DATA RECORDS
:::::

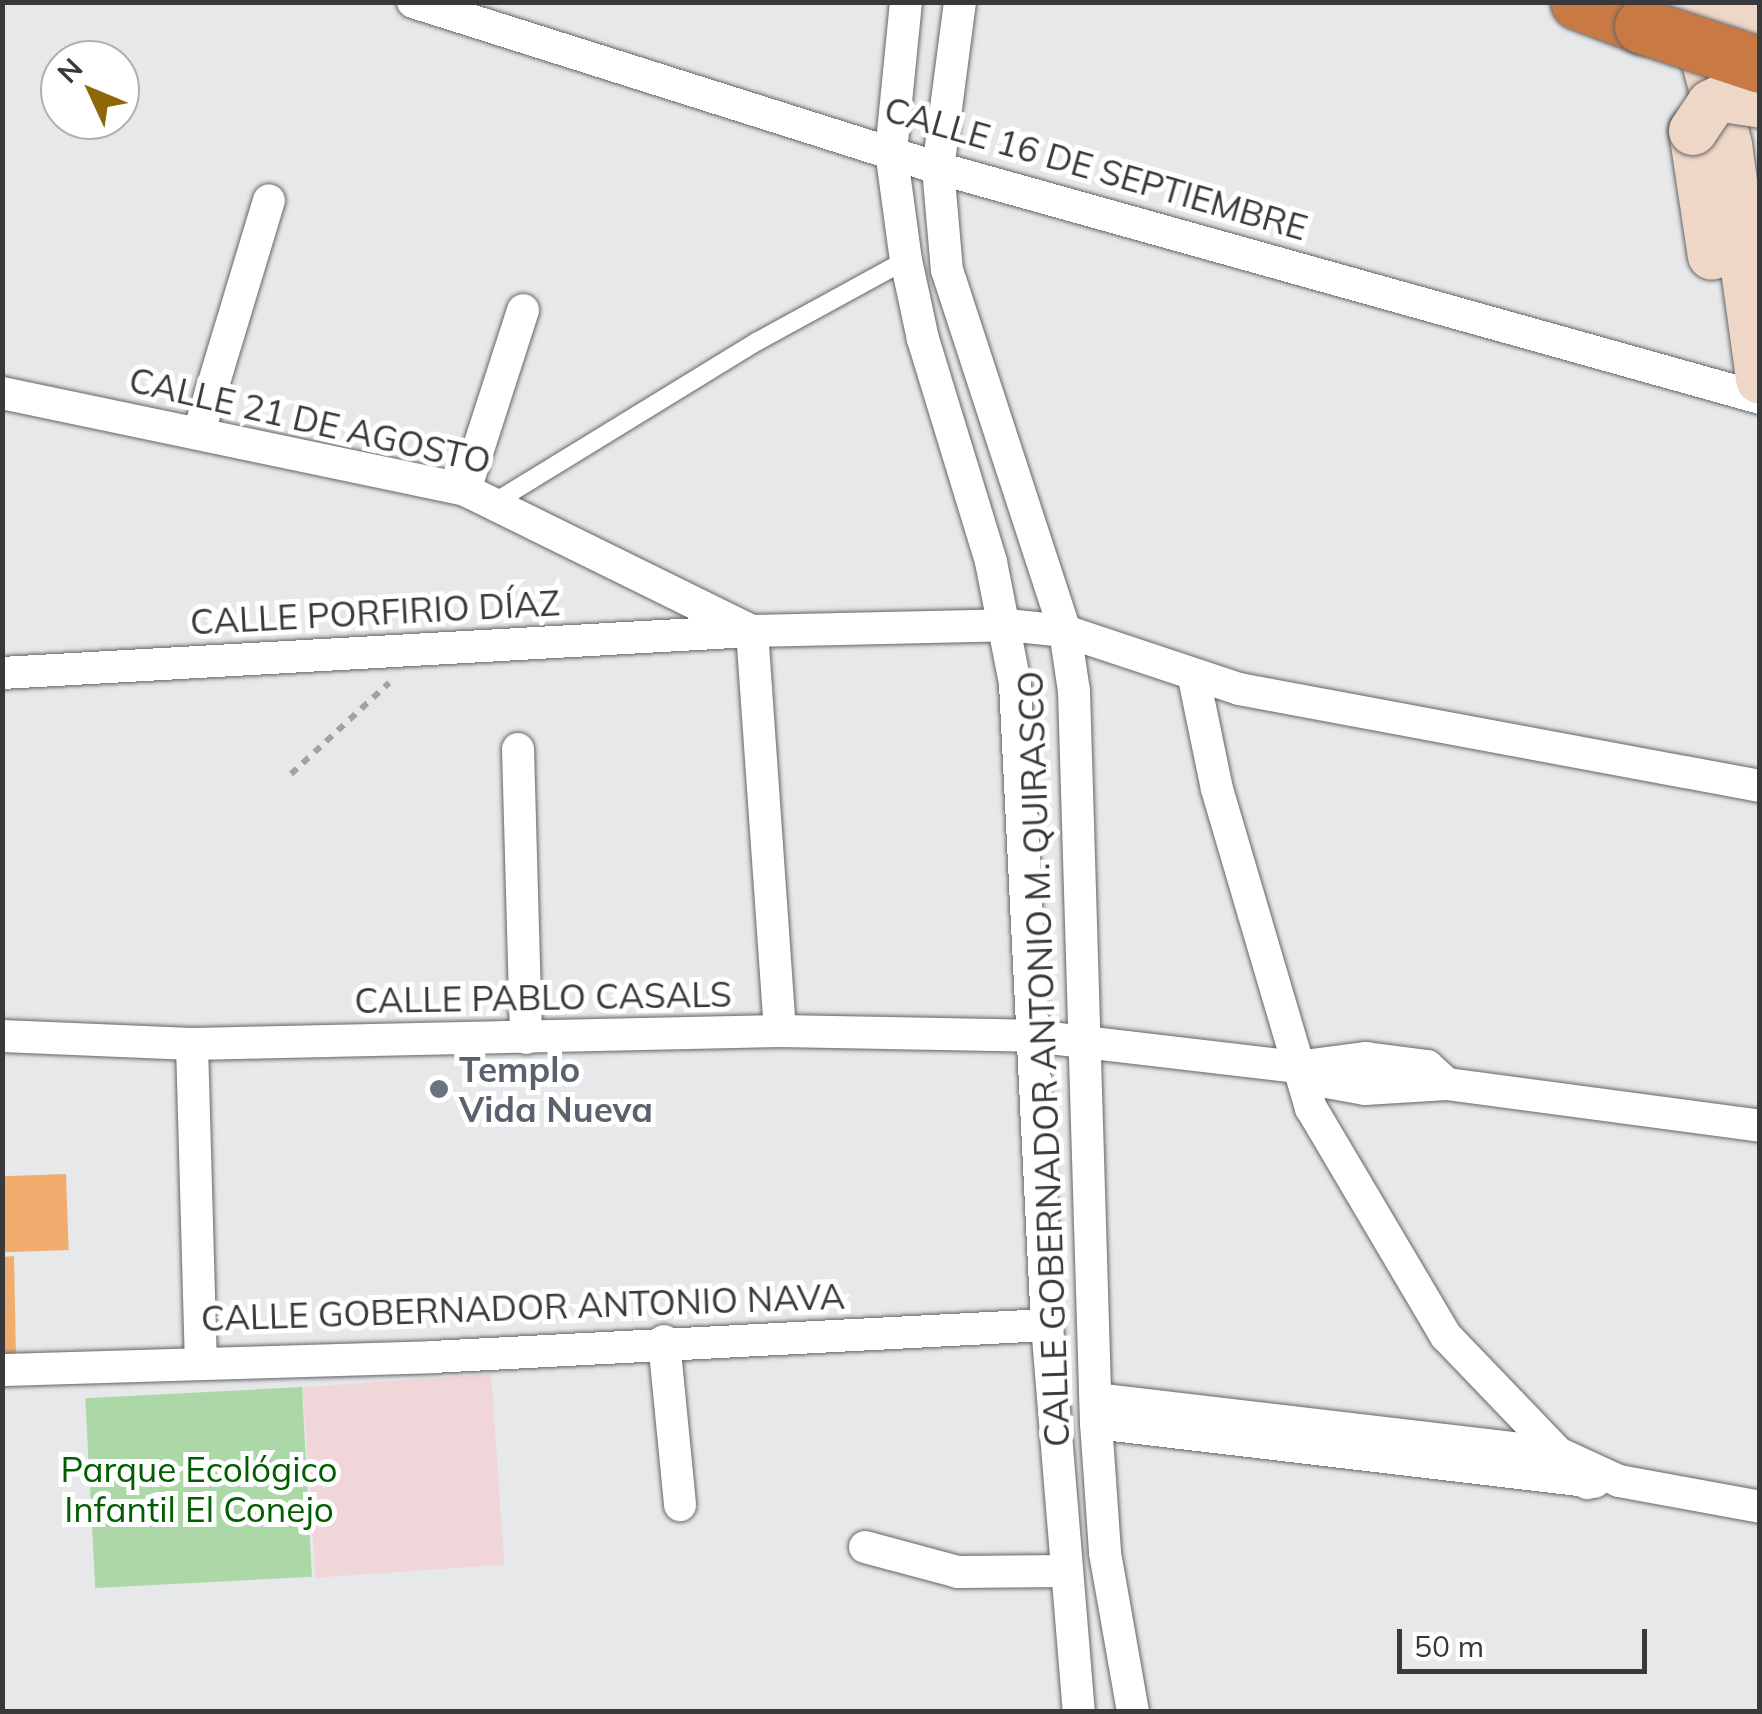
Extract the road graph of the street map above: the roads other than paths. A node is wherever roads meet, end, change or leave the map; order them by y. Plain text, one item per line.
1 (413, 2) edge
2 (906, 2) edge
3 (960, 2) edge
4 (1578, 2) edge
5 (1690, 2) edge
6 (1735, 2) edge
7 (1760, 66) edge
8 (1760, 101) edge
9 (892, 151) junction
10 (938, 168) junction
11 (270, 200) dead end
12 (906, 260) junction
13 (523, 310) dead end
14 (1760, 380) edge
15 (2, 394) edge
16 (1760, 395) edge
17 (199, 432) junction
18 (480, 496) junction
19 (1007, 625) junction
20 (752, 631) junction
21 (1065, 631) junction
22 (2, 672) edge
23 (1194, 678) junction
24 (518, 749) dead end
25 (1760, 786) edge
26 (780, 1032) junction
27 (2, 1036) edge
28 (1033, 1036) junction
29 (526, 1038) junction
30 (1086, 1040) junction
31 (192, 1044) junction
32 (1296, 1067) junction
33 (1760, 1126) edge
34 (1047, 1325) junction
35 (664, 1342) junction
36 (201, 1360) junction
37 (2, 1370) edge
38 (1096, 1410) junction
39 (1558, 1453) junction
40 (1603, 1482) junction
41 (680, 1505) dead end
42 (1760, 1507) edge
43 (866, 1546) dead end
44 (1065, 1570) junction
45 (1079, 1712) edge
46 (1132, 1712) edge

1 - 9 street, CALLE 16 DE SEPTIEMBRE
2 - 9 street, CALLE GOBERNADOR ANTONIO M. QUIRASCO
3 - 10 street, CALLE GOBERNADOR ANTONIO M. QUIRASCO
4 - 7 highway, bridge
5 - 14 main road
6 - 8 main road
8 - 16 main road, bridge
9 - 10 street, CALLE 16 DE SEPTIEMBRE
9 - 12 street, CALLE GOBERNADOR ANTONIO M. QUIRASCO
10 - 16 street, CALLE 16 DE SEPTIEMBRE
10 - 21 street, CALLE GOBERNADOR ANTONIO M. QUIRASCO
11 - 17 street
12 - 18 lane
12 - 19 street, CALLE GOBERNADOR ANTONIO M. QUIRASCO
13 - 18 street
15 - 17 street, CALLE 21 DE AGOSTO
17 - 18 street, CALLE 21 DE AGOSTO
18 - 20 street, CALLE 21 DE AGOSTO
19 - 20 street, CALLE PORFIRIO DÍAZ
19 - 21 street, CALLE PORFIRIO DÍAZ
19 - 28 street, CALLE GOBERNADOR ANTONIO M. QUIRASCO
20 - 22 street, CALLE PORFIRIO DÍAZ
20 - 26 street
21 - 23 street, CALLE PORFIRIO DÍAZ
21 - 30 street, CALLE GOBERNADOR ANTONIO M. QUIRASCO
23 - 25 street, CALLE PORFIRIO DÍAZ
23 - 32 street
24 - 29 street
26 - 28 street, CALLE PABLO CASALS
26 - 29 street, CALLE PABLO CASALS
27 - 31 street, CALLE PABLO CASALS
28 - 30 street, CALLE PABLO CASALS
28 - 34 street, CALLE GOBERNADOR ANTONIO M. QUIRASCO
29 - 31 street, CALLE PABLO CASALS
30 - 32 street, CALLE PABLO CASALS
30 - 38 street, CALLE GOBERNADOR ANTONIO M. QUIRASCO
31 - 36 street
32 - 33 street, CALLE PABLO CASALS
32 - 39 street
34 - 35 street, CALLE GOBERNADOR ANTONIO NAVA
34 - 44 street, CALLE GOBERNADOR ANTONIO M. QUIRASCO
35 - 36 street, CALLE GOBERNADOR ANTONIO NAVA
35 - 41 street
36 - 37 street, CALLE GOBERNADOR ANTONIO NAVA
38 - 39 street
38 - 40 street
38 - 46 street, CALLE GOBERNADOR ANTONIO M. QUIRASCO
39 - 40 street
40 - 42 street
43 - 44 street
44 - 45 street, CALLE GOBERNADOR ANTONIO M. QUIRASCO

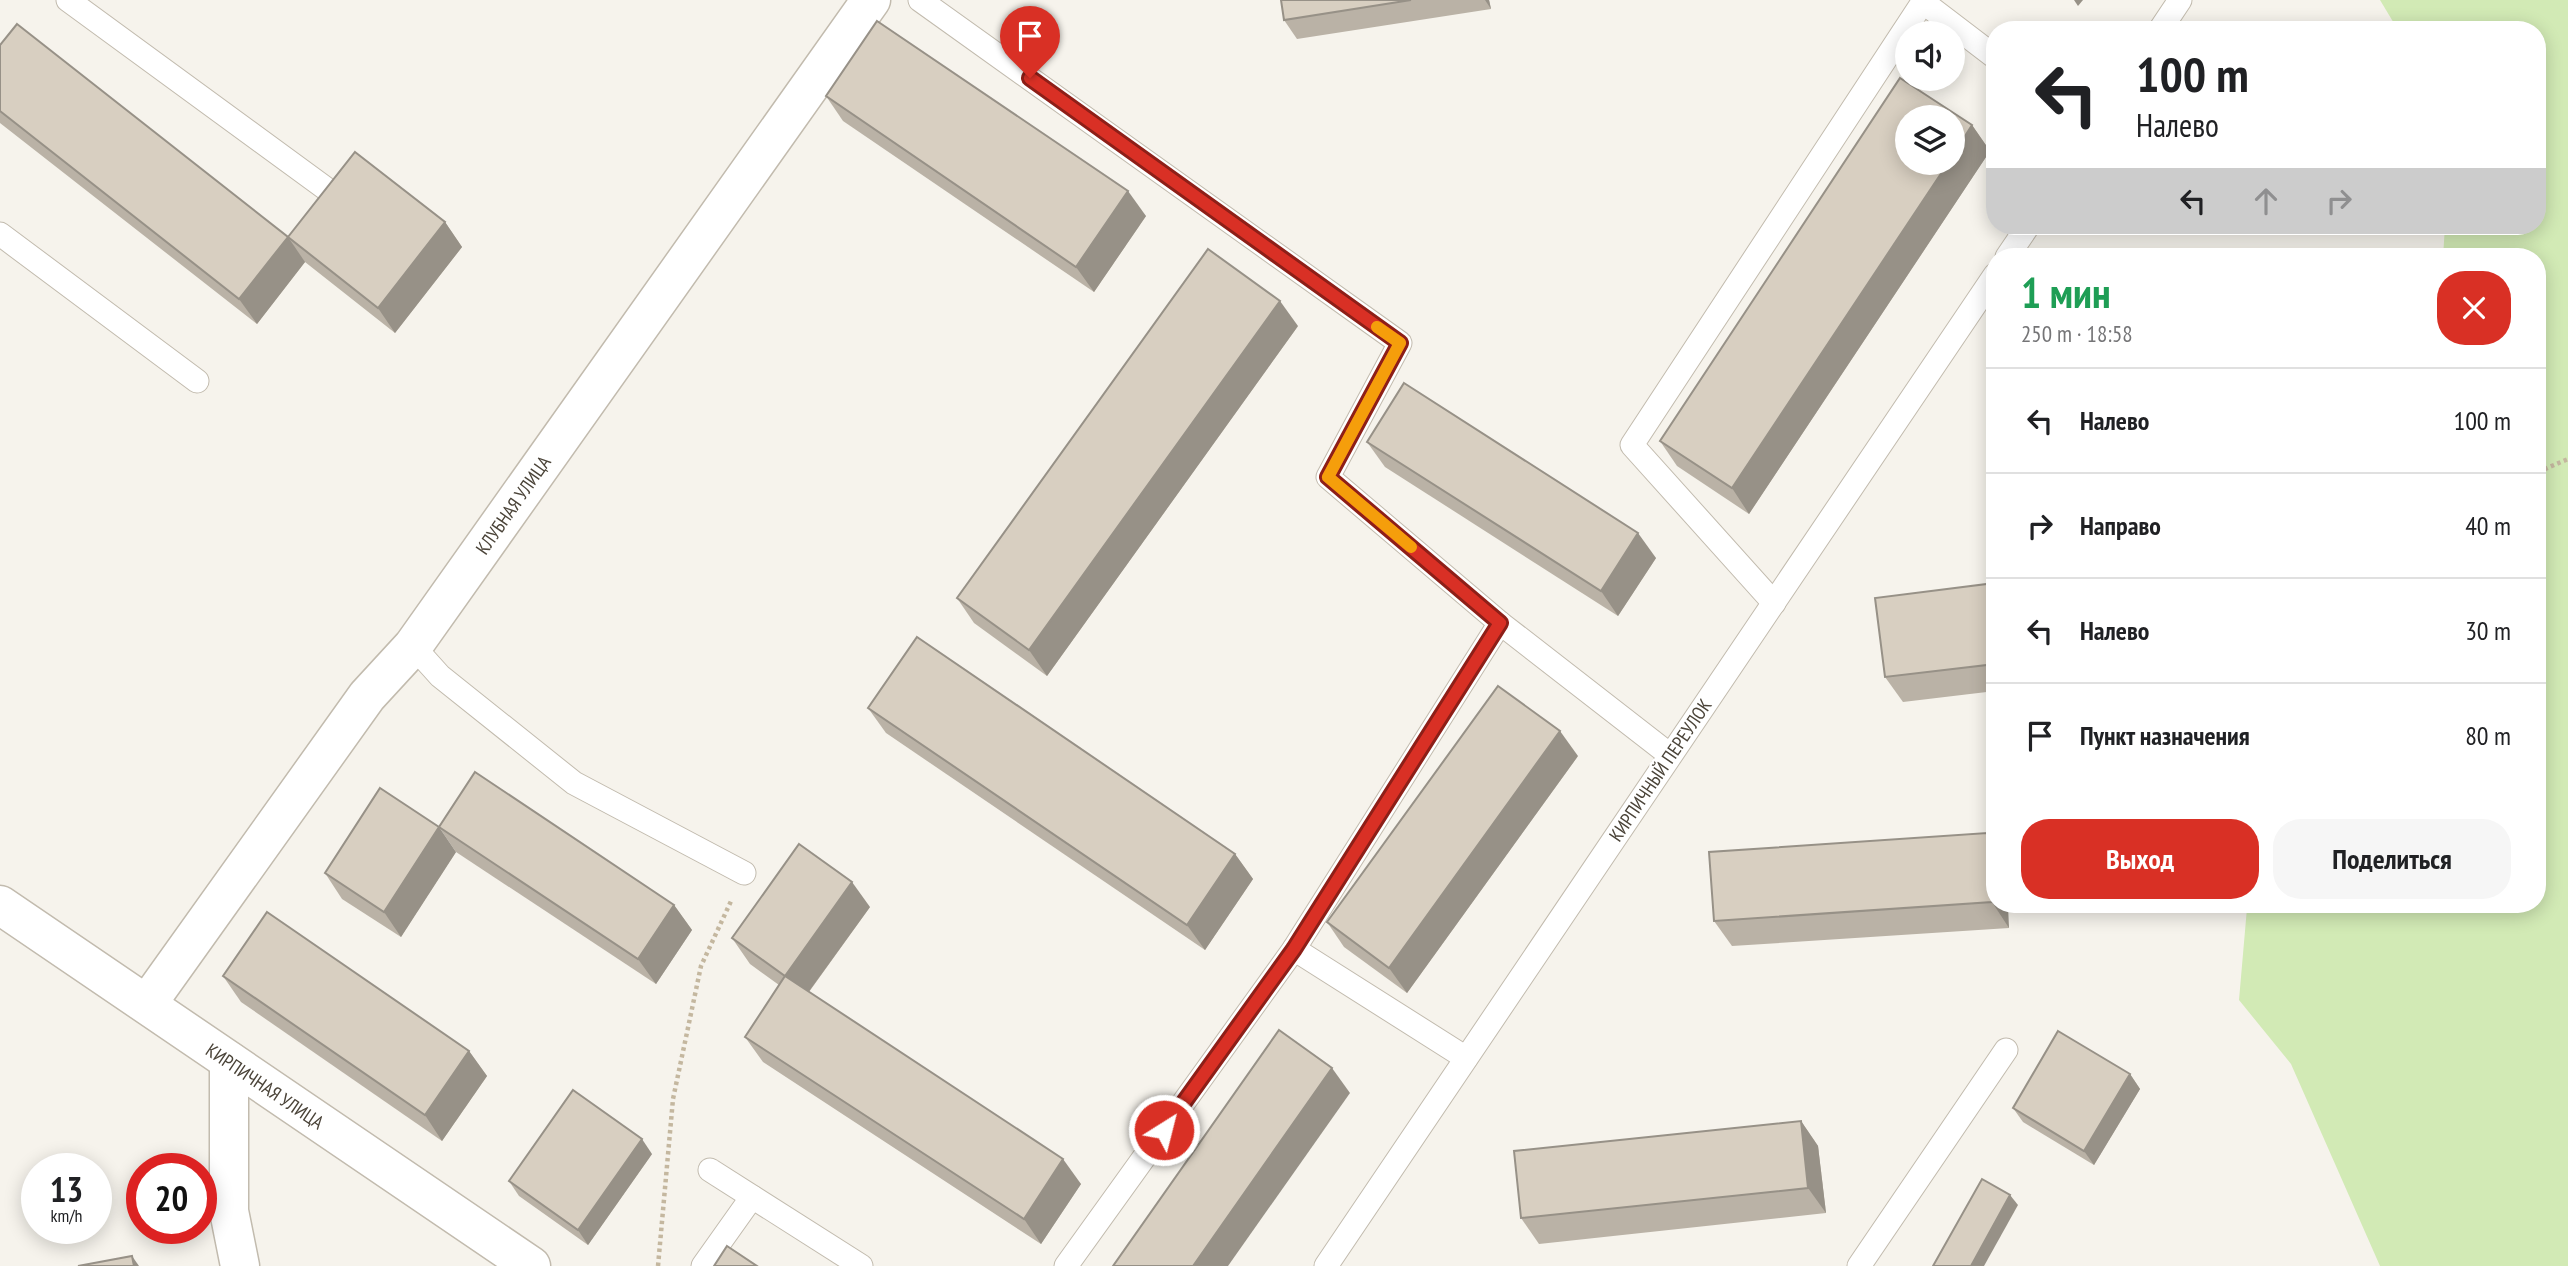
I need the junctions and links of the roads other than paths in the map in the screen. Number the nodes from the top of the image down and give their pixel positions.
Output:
1 (68, 0) edge
2 (871, 0) edge
3 (920, 0) edge
4 (2180, 0) edge
5 (2166, 21) edge
6 (1986, 50) edge
7 (336, 196) edge
8 (0, 234) edge
9 (1986, 288) edge
10 (197, 381) dead end
11 (1773, 603) junction
12 (1500, 623) junction
13 (413, 646) junction
14 (1670, 755) junction
15 (744, 873) road end
16 (0, 905) edge
17 (1294, 949) junction
18 (147, 1004) junction
19 (2006, 1050) dead end
20 (1466, 1058) junction
21 (229, 1062) junction
22 (710, 1170) dead end
23 (752, 1197) junction
24 (240, 1266) edge
25 (531, 1266) edge
26 (703, 1266) edge
27 (861, 1266) edge
28 (1066, 1266) edge
29 (1326, 1266) edge
30 (1859, 1266) edge

1 - 7 lane
2 - 13 street, КЛУБНАЯ УЛИЦА
3 - 12 lane
4 - 5 lane
6 - 11 lane
8 - 10 lane
9 - 11 lane, КИРПИЧНЫЙ ПЕРЕУЛОК
11 - 14 lane, КИРПИЧНЫЙ ПЕРЕУЛОК
12 - 14 lane
12 - 17 lane
13 - 15 lane
13 - 18 street, КЛУБНАЯ УЛИЦА
14 - 20 lane, КИРПИЧНЫЙ ПЕРЕУЛОК
16 - 18 street, КИРПИЧНАЯ УЛИЦА
17 - 20 lane
17 - 28 lane
18 - 21 street, КИРПИЧНАЯ УЛИЦА
19 - 30 lane
20 - 29 lane, КИРПИЧНЫЙ ПЕРЕУЛОК
21 - 24 street
21 - 25 street, КИРПИЧНАЯ УЛИЦА
22 - 23 lane
23 - 26 lane
23 - 27 lane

:::::

REQUIREMENT
Of the lines above, copy each that contains "than".

ANSWER BOX
Extract the road graph of the street map above: the roads other than paths. A node is wherever roads meet, end, change or leave the map; order them by y. Plain text, one item per line.
I need the junctions and links of the roads other than paths in the map in the screen. Number the nodes from the top of the image down and give their pixel positions.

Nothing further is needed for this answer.